Rounding the issue out there’s also Prefiguring the State by Davina Cooper. Social scientific interest in the state has waxed and waned, to be sure, yet it’s remarkable how well some shibboleths survive. This paper’s point of departure is an assumption, common among the Left, that states are inherently oppressive, vertically dominating and controlling society. In Prefiguring the State Davina Cooper offers a different approach, suggesting that our understanding of what states are depends on how we conceptualise them…

Can we conceptualise states in ways that might support progressive transformative politics? This discussion explores what statehood could mean if states weren’t only nation-states.
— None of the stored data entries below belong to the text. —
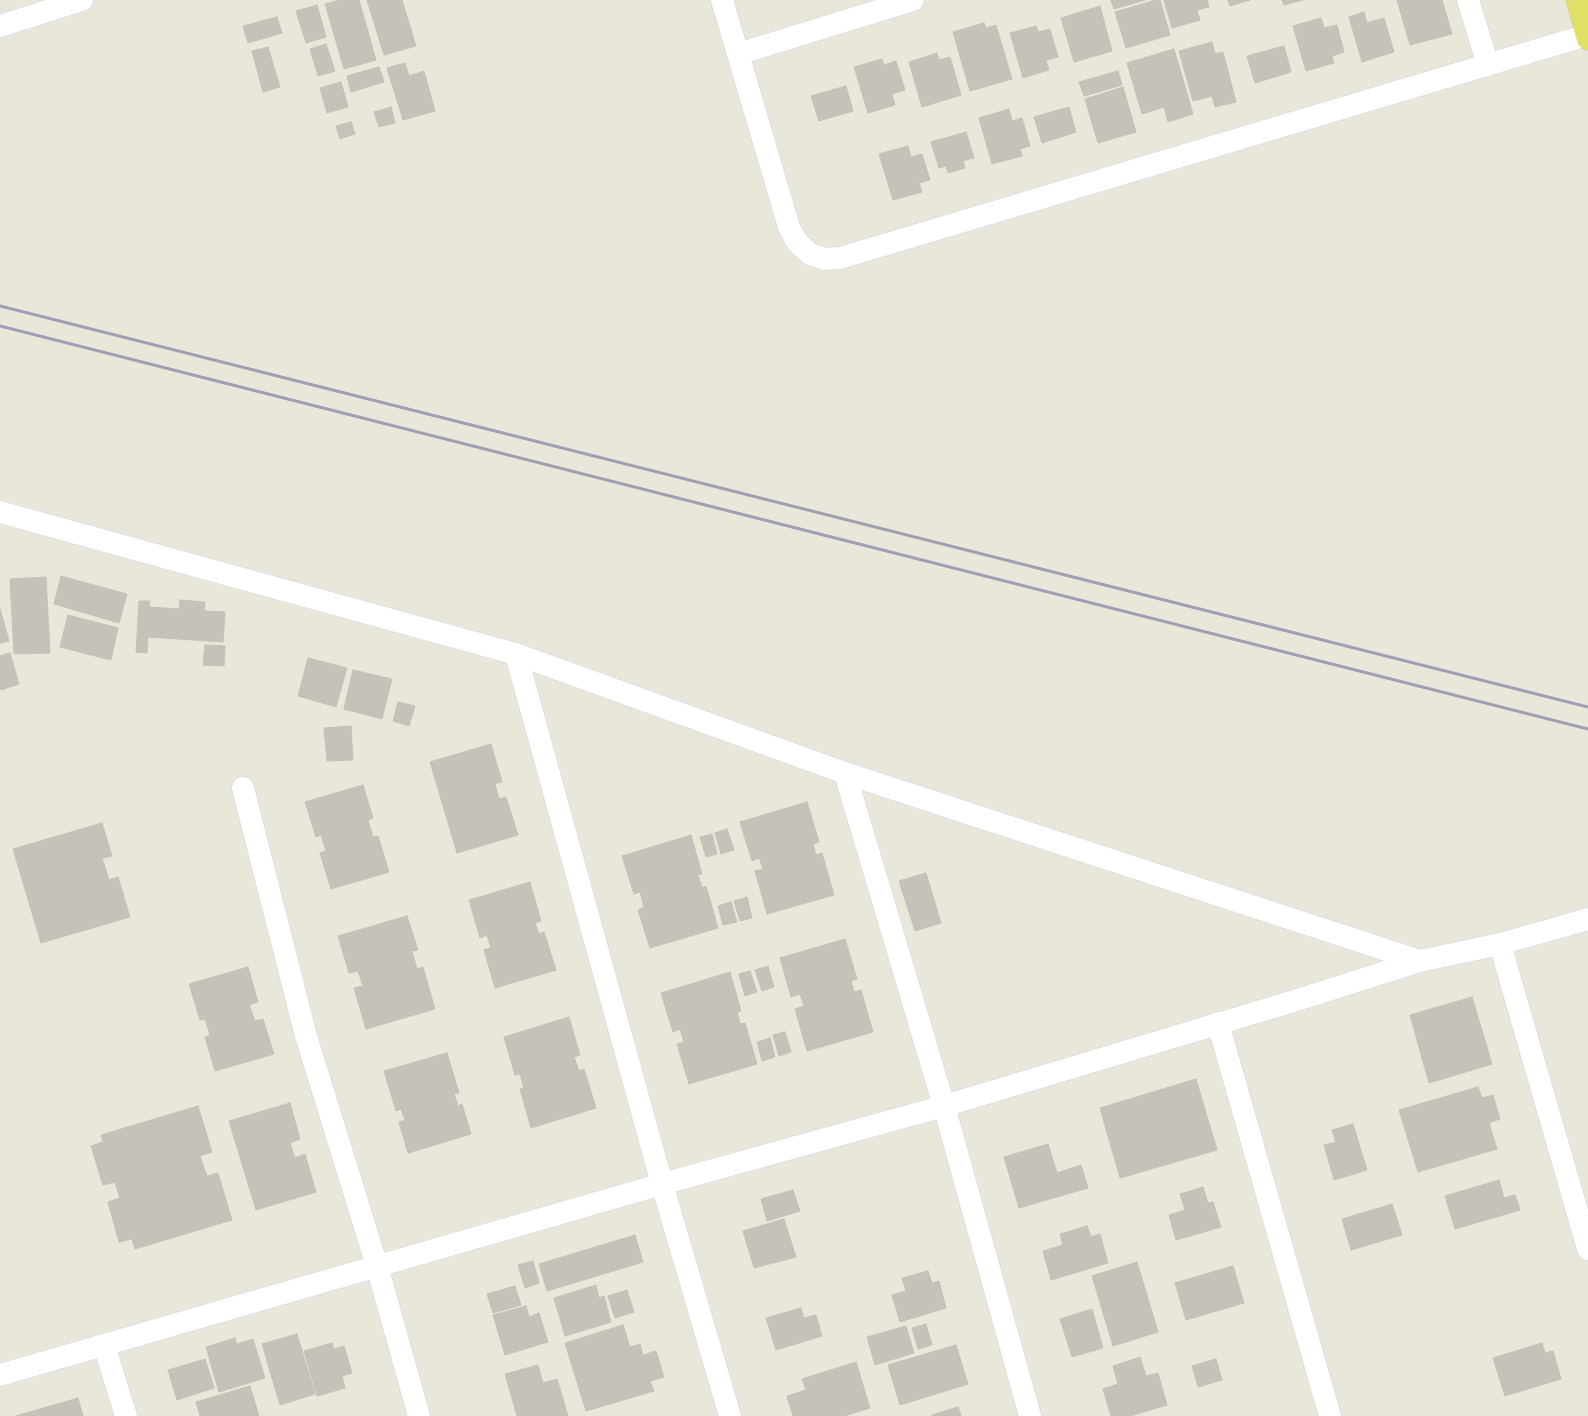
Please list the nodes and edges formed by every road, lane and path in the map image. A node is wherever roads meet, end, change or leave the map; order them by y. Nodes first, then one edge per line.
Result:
1 (82, 0) edge
2 (722, 0) edge
3 (913, 0) edge
4 (1468, 0) edge
5 (1577, 0) edge
6 (0, 26) edge
7 (1588, 37) edge
8 (738, 54) junction
9 (1488, 65) junction
10 (0, 512) edge
11 (516, 654) junction
12 (845, 773) junction
13 (243, 788) dead end
14 (1588, 919) edge
15 (1500, 944) junction
16 (1420, 961) junction
17 (1218, 1023) junction
18 (944, 1106) junction
19 (662, 1184) junction
20 (1588, 1249) edge
21 (377, 1266) junction
22 (104, 1345) junction
23 (0, 1375) edge
24 (126, 1416) edge
25 (419, 1416) edge
26 (730, 1416) edge
27 (1030, 1416) edge
28 (1330, 1416) edge

1 - 6 street
2 - 8 street
3 - 8 street
4 - 9 street
5 - 7 main road
7 - 9 street
8 - 9 street
10 - 11 street
11 - 12 street
11 - 19 street
12 - 16 street
12 - 18 street
13 - 21 street
14 - 15 street
15 - 16 street
15 - 20 street
16 - 17 street
17 - 18 street
17 - 28 street
18 - 19 street
18 - 27 street
19 - 21 street
19 - 26 street
21 - 22 street
21 - 25 street
22 - 23 street
22 - 24 street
Micro and local states offer forms of statehood that are far less grand, powerful and authoritarian. To explore local states’ potential to inspire more progressive state thinking, the paper draws on an episode of radical urban government which experimented in a statehood that was accountable, community-embedded, active on behalf of those with little power, caring and supportive. But if we take up, without romanticising, radical episodes to think about what states could be like, what does this do? Is reconceptualising the state pointless or politically valuable? The paper closes by addressing this question.
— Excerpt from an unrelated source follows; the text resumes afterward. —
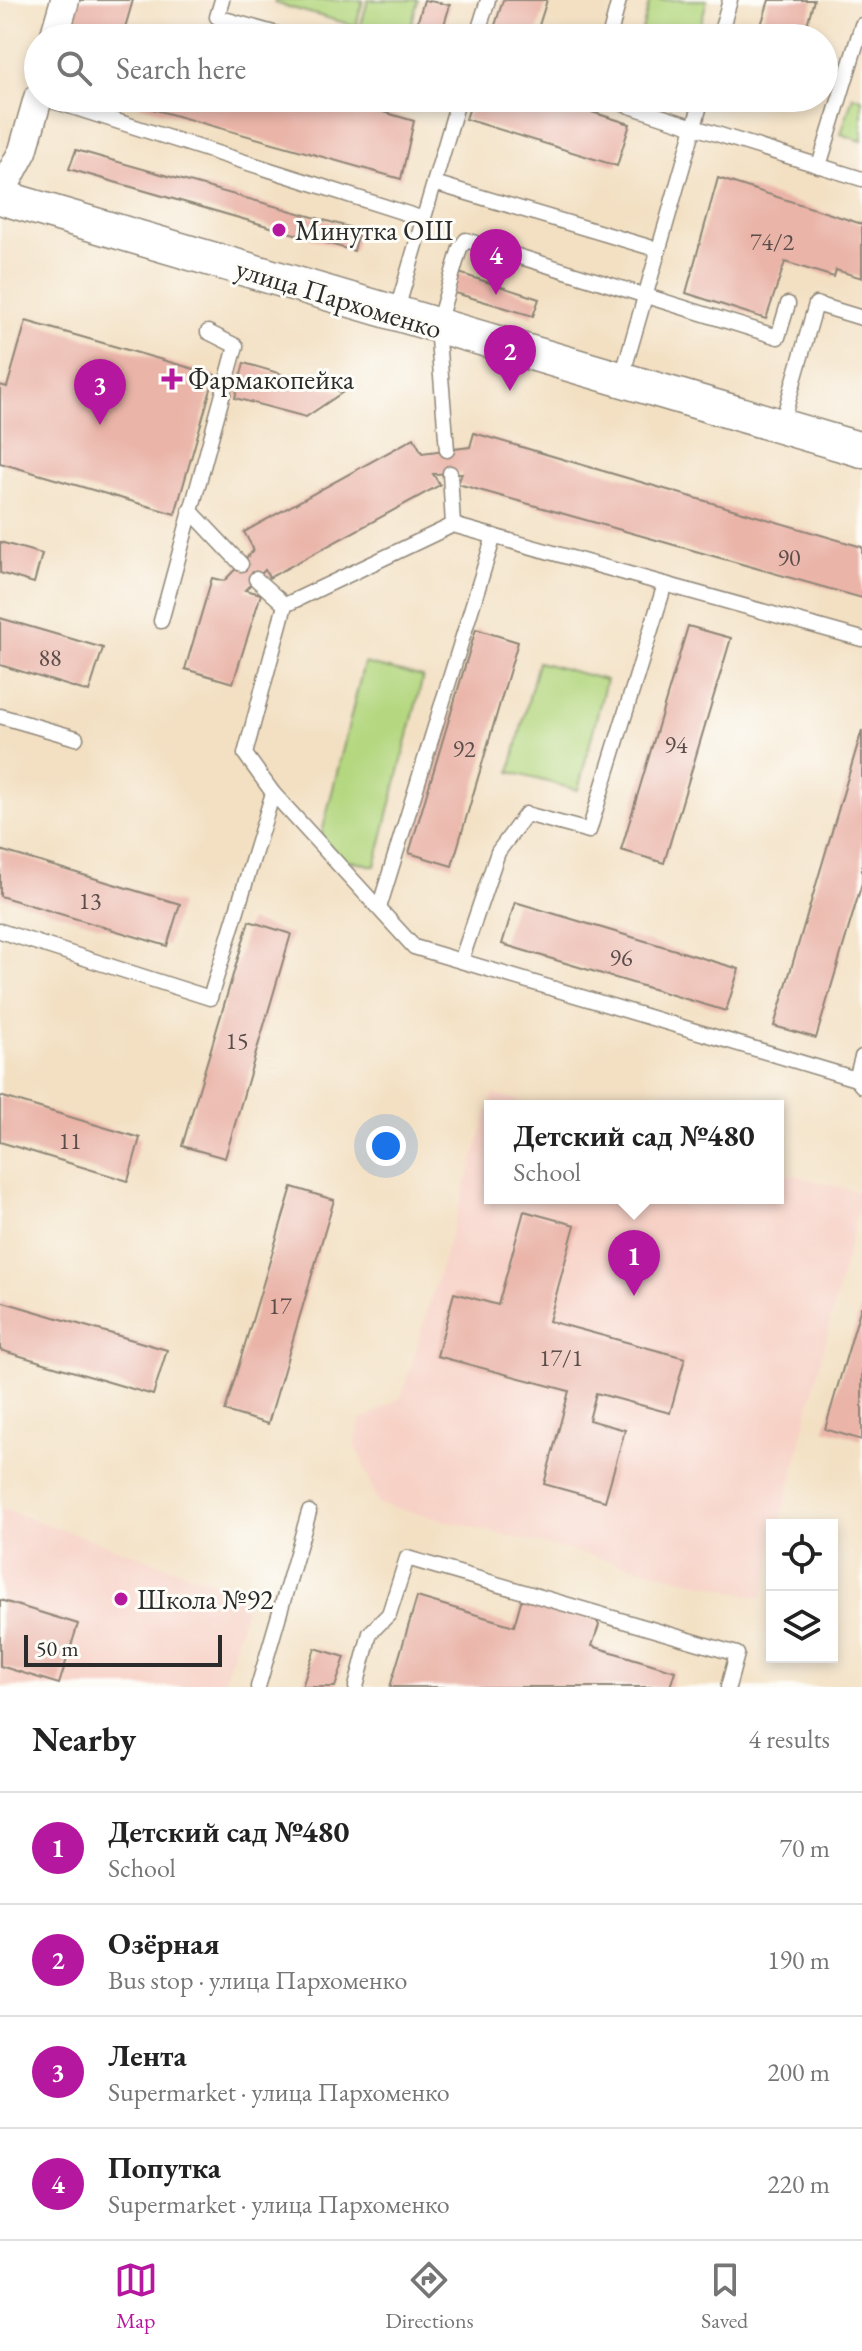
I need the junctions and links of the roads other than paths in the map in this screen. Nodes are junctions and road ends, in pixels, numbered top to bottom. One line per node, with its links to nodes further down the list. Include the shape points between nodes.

Here we’re pleased to present a video in which Davina introduces her work, speaking to its implications for radical geographical theory and critical praxis:

Davina is a Professor in the Kent Law School at the University of Kent in Canterbury, UK. She started her PhD at the London School of Economics and Political Science, finishing it at the University of Warwick. She worked at Warwick before moving to Keele University in 1998 and the University of Kent in 2004, where she established the AHRC Research Centre for Law, Gender and Sexuality.
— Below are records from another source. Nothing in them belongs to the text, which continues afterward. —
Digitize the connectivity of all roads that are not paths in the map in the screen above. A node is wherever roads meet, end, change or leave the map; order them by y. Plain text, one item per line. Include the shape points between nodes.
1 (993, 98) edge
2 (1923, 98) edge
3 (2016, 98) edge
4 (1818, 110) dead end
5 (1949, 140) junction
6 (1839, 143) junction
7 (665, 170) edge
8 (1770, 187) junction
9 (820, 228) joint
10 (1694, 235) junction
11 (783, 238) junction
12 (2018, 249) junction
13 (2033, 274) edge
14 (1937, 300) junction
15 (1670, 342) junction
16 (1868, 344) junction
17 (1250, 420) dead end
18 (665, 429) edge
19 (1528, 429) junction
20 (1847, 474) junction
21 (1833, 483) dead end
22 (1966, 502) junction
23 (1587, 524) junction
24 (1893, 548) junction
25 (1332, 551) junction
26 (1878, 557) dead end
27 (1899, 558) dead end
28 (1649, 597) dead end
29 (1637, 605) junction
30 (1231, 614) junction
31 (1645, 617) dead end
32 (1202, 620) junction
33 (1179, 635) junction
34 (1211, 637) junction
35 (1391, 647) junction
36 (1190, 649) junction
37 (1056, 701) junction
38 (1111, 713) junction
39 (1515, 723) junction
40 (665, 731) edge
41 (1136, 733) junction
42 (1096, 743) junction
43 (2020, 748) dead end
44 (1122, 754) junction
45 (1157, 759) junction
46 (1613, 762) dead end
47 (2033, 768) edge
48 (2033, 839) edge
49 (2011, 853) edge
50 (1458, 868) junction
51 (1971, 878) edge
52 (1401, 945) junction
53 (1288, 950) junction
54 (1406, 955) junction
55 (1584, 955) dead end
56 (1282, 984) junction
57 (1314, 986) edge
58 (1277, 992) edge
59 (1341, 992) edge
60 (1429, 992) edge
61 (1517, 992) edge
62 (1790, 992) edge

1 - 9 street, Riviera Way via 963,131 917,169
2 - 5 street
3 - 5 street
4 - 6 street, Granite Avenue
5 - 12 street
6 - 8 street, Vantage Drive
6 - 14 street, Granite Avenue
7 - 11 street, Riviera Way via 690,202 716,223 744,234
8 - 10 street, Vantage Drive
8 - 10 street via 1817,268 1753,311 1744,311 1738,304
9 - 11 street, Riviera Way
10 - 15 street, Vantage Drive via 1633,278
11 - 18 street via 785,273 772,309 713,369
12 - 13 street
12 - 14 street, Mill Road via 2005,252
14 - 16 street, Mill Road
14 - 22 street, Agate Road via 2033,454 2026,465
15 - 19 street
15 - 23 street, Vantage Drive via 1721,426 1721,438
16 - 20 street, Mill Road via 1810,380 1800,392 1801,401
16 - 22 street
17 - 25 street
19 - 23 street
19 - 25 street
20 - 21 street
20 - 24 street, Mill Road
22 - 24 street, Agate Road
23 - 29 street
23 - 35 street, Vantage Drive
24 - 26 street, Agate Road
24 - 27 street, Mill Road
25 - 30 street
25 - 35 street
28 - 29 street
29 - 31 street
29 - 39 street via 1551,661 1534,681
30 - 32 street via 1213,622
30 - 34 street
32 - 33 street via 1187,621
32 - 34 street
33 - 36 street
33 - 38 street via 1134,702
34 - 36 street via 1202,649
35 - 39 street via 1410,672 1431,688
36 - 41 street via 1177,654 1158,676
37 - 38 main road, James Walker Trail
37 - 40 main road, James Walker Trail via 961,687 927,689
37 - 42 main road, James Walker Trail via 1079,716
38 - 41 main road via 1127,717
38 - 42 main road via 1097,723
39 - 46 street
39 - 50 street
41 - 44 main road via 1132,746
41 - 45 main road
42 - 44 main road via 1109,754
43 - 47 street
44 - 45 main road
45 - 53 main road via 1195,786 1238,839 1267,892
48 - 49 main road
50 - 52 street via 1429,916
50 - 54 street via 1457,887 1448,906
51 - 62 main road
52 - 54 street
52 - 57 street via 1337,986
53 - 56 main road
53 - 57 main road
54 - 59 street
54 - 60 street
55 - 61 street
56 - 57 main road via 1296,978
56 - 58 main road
Davina’s research, which tackles socio-legal studies, political theory, social diversity and the transformational potential of state and non-state sites, has been published in five books – Everyday Utopias: The Conceptual Life of Promising Spaces (Duke University Press, 2013),  Challenging Diversity: Rethinking Equality and the Value of Difference (Cambridge University Press, 2004), Governing Out of Order: Space, Law and the Politics of Belonging (Rivers Oram Press, 1998), Power in Struggle: Feminism, Sexuality and the State (Open University Press, 1995) and Sexing the City: Lesbian and Gay Politics Within the Activist State (Rivers Oram Press, 1994) – as well as numerous journal papers including “Retrieving the state for radical politics” in the Journal of Social Policy Studies, “If the state decertified gender, what might happen to its meaning and value?” (with Flora Renz) in the Journal of Law and Society and “Transformative state publics” in New Political Science.